Data items:
- Opening Delimiter -
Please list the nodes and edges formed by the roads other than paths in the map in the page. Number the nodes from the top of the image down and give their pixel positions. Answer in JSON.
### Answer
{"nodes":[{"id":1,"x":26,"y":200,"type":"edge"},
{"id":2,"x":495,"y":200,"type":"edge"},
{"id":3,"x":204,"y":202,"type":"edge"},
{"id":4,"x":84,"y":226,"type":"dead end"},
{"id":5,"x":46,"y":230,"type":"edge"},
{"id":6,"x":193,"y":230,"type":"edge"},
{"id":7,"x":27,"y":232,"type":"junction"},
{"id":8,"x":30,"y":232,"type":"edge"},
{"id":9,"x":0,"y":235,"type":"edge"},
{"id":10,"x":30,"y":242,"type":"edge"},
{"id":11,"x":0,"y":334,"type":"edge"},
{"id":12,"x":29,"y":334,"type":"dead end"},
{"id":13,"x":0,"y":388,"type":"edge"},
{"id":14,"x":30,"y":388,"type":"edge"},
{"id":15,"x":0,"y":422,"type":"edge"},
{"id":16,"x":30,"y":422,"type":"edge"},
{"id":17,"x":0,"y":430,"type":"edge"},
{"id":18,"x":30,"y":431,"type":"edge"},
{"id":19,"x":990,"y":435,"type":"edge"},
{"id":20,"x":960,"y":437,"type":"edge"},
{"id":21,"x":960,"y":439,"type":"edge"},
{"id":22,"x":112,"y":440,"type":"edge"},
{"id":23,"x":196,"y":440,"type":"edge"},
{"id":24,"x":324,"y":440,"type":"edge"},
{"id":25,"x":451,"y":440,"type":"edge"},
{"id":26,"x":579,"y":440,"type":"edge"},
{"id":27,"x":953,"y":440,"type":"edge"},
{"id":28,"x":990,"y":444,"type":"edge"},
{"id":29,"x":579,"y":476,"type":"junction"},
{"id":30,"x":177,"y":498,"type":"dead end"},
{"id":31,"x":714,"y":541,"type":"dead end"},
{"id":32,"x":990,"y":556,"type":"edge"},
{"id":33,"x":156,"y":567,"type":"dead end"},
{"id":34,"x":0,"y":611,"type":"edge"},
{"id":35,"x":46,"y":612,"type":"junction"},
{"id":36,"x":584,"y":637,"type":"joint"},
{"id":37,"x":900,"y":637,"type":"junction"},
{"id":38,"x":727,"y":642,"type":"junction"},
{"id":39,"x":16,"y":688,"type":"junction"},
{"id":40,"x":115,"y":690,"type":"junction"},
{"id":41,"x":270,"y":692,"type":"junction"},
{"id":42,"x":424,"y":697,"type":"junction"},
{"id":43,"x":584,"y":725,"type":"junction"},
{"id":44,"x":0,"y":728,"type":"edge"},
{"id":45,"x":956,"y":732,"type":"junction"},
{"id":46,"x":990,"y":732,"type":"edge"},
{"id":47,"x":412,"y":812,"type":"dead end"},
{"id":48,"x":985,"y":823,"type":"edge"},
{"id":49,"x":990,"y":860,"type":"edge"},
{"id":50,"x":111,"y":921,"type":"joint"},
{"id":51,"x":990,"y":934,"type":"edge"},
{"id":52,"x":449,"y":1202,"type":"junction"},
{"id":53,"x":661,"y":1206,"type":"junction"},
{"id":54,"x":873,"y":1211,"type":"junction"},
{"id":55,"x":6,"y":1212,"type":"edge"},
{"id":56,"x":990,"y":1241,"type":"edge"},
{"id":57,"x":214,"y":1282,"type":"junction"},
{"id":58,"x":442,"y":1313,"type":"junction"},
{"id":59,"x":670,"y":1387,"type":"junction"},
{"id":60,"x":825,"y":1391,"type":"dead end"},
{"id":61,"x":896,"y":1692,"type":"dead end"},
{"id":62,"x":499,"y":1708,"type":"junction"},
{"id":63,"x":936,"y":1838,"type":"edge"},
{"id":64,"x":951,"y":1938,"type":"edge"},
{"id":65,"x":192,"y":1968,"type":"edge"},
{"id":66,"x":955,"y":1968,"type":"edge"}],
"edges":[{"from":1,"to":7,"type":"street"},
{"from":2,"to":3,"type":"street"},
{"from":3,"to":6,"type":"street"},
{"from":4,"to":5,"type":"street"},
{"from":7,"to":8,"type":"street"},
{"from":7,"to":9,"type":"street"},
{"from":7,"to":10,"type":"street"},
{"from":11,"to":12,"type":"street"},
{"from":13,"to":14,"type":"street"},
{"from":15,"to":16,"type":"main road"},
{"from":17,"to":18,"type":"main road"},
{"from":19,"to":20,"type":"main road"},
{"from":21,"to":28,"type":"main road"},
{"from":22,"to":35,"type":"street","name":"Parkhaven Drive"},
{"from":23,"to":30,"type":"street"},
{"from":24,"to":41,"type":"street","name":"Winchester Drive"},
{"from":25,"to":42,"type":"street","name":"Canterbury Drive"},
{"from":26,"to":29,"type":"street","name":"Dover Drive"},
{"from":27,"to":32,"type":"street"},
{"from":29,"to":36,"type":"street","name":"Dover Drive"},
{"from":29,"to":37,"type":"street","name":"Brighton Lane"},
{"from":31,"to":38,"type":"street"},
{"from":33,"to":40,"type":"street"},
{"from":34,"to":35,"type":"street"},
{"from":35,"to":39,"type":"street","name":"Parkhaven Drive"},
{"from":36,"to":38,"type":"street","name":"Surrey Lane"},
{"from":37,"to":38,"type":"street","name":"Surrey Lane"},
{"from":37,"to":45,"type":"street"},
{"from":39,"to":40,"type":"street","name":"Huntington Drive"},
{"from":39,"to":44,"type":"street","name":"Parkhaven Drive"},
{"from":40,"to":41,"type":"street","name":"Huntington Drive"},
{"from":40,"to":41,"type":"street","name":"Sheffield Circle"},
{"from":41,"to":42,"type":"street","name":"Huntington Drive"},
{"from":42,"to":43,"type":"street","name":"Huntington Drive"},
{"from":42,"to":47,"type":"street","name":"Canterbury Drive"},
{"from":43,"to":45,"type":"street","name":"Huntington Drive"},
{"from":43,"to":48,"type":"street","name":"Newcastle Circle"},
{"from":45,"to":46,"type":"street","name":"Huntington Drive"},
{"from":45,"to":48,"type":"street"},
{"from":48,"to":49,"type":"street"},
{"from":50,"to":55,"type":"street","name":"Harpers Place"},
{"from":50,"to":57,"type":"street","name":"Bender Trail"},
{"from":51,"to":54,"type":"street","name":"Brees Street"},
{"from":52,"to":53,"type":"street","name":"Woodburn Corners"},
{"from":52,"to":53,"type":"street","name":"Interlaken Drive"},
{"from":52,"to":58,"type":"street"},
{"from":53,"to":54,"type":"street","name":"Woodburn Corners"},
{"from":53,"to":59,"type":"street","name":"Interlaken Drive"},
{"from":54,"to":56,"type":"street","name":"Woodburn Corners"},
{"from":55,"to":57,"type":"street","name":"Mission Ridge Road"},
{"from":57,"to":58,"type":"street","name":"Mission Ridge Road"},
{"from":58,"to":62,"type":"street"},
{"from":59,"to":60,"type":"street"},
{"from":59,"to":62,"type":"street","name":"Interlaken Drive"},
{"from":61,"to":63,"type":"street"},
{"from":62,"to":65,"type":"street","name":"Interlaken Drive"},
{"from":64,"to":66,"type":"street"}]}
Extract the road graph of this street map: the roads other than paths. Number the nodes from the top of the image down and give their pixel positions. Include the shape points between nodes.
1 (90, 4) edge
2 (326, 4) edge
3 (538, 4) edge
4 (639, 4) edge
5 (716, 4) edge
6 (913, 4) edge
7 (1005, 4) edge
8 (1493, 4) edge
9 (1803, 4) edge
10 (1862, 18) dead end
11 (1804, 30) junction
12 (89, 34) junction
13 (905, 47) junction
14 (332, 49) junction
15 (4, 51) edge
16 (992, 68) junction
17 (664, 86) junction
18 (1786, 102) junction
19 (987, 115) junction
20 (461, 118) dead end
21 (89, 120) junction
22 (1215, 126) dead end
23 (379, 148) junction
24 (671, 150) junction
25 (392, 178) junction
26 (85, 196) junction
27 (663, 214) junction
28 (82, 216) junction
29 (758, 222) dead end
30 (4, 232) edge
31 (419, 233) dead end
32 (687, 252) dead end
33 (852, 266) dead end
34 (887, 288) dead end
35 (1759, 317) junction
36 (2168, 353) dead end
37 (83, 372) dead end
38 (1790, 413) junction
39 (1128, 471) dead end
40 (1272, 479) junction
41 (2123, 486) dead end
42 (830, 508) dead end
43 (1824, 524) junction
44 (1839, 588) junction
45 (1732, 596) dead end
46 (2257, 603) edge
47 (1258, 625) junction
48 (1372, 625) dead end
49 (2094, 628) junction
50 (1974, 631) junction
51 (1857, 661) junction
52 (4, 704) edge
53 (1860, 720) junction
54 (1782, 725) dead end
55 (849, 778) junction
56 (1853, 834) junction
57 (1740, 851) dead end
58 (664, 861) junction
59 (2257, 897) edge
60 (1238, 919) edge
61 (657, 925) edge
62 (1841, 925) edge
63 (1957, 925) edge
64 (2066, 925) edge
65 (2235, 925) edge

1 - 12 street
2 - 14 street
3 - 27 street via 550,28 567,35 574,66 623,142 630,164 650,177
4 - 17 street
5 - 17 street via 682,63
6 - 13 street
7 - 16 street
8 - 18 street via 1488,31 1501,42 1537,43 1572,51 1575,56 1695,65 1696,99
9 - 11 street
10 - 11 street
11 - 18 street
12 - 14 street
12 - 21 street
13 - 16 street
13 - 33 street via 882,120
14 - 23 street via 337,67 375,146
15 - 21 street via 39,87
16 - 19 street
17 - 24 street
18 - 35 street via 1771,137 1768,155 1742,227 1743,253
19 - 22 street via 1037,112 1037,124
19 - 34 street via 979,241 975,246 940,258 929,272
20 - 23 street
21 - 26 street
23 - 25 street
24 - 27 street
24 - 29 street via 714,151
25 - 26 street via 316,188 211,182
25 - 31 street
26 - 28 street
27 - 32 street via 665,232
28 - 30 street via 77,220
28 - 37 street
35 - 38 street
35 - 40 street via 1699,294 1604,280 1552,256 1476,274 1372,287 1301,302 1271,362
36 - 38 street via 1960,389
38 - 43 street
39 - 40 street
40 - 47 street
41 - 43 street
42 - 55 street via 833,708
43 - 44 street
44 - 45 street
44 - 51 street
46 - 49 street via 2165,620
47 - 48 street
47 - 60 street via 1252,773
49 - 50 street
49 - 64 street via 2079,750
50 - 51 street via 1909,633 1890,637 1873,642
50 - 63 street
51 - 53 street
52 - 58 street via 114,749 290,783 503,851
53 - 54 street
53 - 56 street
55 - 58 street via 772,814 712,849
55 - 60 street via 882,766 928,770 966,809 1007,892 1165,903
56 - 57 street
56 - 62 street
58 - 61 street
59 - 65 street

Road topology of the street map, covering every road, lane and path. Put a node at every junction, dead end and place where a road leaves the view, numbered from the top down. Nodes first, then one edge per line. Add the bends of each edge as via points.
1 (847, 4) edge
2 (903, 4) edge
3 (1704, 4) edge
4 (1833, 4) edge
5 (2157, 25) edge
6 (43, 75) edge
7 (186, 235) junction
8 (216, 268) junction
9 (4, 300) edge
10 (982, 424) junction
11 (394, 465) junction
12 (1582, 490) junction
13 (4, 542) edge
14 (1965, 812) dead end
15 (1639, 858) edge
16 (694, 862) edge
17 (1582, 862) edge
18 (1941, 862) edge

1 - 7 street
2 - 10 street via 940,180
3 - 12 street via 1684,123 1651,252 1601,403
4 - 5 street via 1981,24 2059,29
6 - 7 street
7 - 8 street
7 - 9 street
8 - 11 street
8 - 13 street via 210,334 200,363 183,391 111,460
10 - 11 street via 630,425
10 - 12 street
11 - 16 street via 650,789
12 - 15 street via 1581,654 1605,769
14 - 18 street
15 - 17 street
- Closing Delimiter -
Work task:
Scan the data above and report each line in which "points" is present.

Expected answer:
Extract the road graph of this street map: the roads other than paths. Number the nodes from the top of the image down and give their pixel positions. Include the shape points between nodes.
Road topology of the street map, covering every road, lane and path. Put a node at every junction, dead end and place where a road leaves the view, numbered from the top down. Nodes first, then one edge per line. Add the bends of each edge as via points.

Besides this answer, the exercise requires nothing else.